While this Court is duty-bound to sternly wield a corrective hand to discipline its errant employees and to weed out those who are undesirable, this Court also has the discretion to temper the harshness of its judgment with mercy.18 Considering that the respondent is a first-time offender with 32 years of service in the judiciary, adding the fact of her heavy workload, and taking into account that this is the first administrative complaint filed against her, a lighter penalty than suspension for one month and one day would suffice in this case.
Pursuant to Section 19, Rule XIV of the Omnibus Civil Service Rules and Regulations, a fine of ₱2,000.00 instead of suspension for one month is just and reasonable.
Court stenographers may perform functions that seem menial but are actually indispensable in the judicial scheme of things. No trial court could function without stenographers.19 They deserve respect from litigants and lawyers. Perhaps by reason of their relative position in the hierarchy of judicial officers, stenographers may seem as convenient scapegoats when things go wrong in trial.
WHEREFORE, the Court finds Julieta F. Parce, Court Stenographer III, GUILTY of SIMPLE NEGLECT OF DUTY and is FINED Two Thousand Pesos (₱2,000.00) with a warning that a repetition of the same or similar offenses in the future shall be dealt with more severely.
SO ORDERED.
MA. ALICIA AUSTRIA-MARTINEZ
Associate Justice
WE CONCUR:
CONSUELO YNARES-SANTIAGO
Associate Justice
Chairperson
MINITA V. CHICO-NAZARIO Associate Justice |
ANTONIO EDUARDO B. NACHURA Associate Justice |
Footnotes
1 Rollo, pp. 1-3.
2 Id. at 10-13.
3 Id. at 278-284.
4 Id. at 285.
5 Id. at 286.
6 Id. at 287.
7 Id. at 290-297.
8 Id. at 331-334.
9 Antimaro v. Amores,, A.M. No. P-05-2074, September 16, 2005, 470 SCRA 1, 5-6.
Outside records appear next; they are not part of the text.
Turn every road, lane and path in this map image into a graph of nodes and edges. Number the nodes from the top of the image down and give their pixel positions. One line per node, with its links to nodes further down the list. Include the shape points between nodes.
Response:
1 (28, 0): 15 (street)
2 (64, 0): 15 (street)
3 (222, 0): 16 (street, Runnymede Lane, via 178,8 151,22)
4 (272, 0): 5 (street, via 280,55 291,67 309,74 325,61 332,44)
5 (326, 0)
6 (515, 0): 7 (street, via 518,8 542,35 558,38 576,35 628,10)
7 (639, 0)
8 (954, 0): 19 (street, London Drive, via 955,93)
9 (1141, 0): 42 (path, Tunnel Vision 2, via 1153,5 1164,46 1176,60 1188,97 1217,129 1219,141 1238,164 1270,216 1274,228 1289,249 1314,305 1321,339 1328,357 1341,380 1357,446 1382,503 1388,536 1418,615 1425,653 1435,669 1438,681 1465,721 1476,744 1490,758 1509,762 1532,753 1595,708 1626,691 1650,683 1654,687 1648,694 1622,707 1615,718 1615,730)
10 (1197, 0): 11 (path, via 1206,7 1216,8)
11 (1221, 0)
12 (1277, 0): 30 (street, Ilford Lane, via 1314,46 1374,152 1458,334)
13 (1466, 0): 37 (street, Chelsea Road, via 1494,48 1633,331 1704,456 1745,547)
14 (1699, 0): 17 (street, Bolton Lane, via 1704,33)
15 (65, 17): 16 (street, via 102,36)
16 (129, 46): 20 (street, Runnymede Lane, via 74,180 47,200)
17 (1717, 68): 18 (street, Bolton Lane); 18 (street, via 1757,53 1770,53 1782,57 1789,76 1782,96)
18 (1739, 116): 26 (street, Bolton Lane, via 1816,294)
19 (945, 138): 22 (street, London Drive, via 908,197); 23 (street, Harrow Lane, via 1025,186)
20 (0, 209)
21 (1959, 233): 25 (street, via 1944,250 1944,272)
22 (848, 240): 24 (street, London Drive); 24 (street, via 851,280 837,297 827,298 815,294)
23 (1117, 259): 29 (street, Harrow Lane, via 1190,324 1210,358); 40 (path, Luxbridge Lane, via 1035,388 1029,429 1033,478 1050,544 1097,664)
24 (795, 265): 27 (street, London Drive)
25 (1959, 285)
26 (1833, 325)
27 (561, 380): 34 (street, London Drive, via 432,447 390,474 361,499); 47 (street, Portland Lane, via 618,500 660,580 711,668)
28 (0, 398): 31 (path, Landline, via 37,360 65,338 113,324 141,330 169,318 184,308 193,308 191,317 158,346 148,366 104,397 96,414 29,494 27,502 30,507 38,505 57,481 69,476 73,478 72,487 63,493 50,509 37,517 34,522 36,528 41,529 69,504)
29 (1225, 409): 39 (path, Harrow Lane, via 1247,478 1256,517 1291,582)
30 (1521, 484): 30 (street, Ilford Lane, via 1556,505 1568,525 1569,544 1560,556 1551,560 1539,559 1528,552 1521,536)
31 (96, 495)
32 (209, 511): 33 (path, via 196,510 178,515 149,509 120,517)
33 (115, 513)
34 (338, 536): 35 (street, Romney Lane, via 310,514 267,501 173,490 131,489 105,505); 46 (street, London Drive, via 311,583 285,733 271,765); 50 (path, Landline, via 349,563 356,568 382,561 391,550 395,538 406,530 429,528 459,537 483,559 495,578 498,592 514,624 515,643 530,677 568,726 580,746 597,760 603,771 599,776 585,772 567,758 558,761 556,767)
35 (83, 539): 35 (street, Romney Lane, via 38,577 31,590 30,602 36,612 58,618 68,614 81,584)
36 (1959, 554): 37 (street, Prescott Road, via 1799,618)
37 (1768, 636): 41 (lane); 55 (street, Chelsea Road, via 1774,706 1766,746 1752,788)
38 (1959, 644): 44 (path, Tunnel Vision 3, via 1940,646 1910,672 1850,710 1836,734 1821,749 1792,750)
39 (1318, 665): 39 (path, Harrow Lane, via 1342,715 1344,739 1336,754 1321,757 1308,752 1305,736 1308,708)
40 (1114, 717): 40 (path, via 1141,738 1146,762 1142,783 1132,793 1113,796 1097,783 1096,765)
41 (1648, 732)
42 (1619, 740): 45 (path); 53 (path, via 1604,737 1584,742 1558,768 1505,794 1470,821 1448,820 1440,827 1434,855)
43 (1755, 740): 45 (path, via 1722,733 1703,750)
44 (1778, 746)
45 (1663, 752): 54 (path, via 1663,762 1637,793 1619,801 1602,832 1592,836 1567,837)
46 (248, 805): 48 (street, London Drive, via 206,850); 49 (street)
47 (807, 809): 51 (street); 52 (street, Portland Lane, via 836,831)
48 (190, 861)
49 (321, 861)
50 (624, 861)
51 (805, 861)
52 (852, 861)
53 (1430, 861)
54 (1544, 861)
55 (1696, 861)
10 Occida v. Malnegro, A.M. No. P-05-1961, February 17, 2005, 451 SCRA 613, 621.
11 Alfonso v. Ignacio, A.M. No. P-02-1557, December 8, 2004, 445 SCRA 493, 496.
12 Alfonso v. Ignacio, supra note 11, at 497.
13 Rule 141, Sec. 11. Stenographers. - Stenographers shall give certified transcript of notes taken by them to every person requesting the same upon payment to the Clerk of Court of (a) TEN (P10.00) PESOS for each page of not less than two hundred and fifty words before the appeal is taken and (b) FIVE (₱5.00) PESOS for the same page, after the filing of the appeal, provided, however, that one-third (1/3) of the total charges shall accrue to the Judiciary Development Fund (JDF) and the remaining two-thirds (2/3) to the stenographer concerned.
14 Rule 136, Sec. 17. Stenographer. - It shall be the duty of the stenographer who has attended a session of a court either in the morning or in the afternoon, to deliver to the clerk of court, immediately at the close of such morning or afternoon session, all the notes he has taken, to be attached to the record of the case; and it shall likewise be the duty of the clerk to demand that the stenographer comply with said duty. The clerk of court shall stamp the date on which such notes are received by him. When such notes are transcribed the transcript shall be delivered to the clerk, duly initialed on each page thereof, to be attached to the record of the case.
15 Alcover, Sr. v. Bacatan, A.M. No. P-05-2043, December 7, 2005, 476 SCRA 607, 611.
16 Id. at 611-612.
17 Sec. 23, Omnibus Civil Service Rules and Regulations Implementing Book V of Executive Order No. 292.
18 Aquino v. Fernandez, 460 Phil. 1, 13 (2003).
19 Occida v. Malnegro, supra note 10, at 624.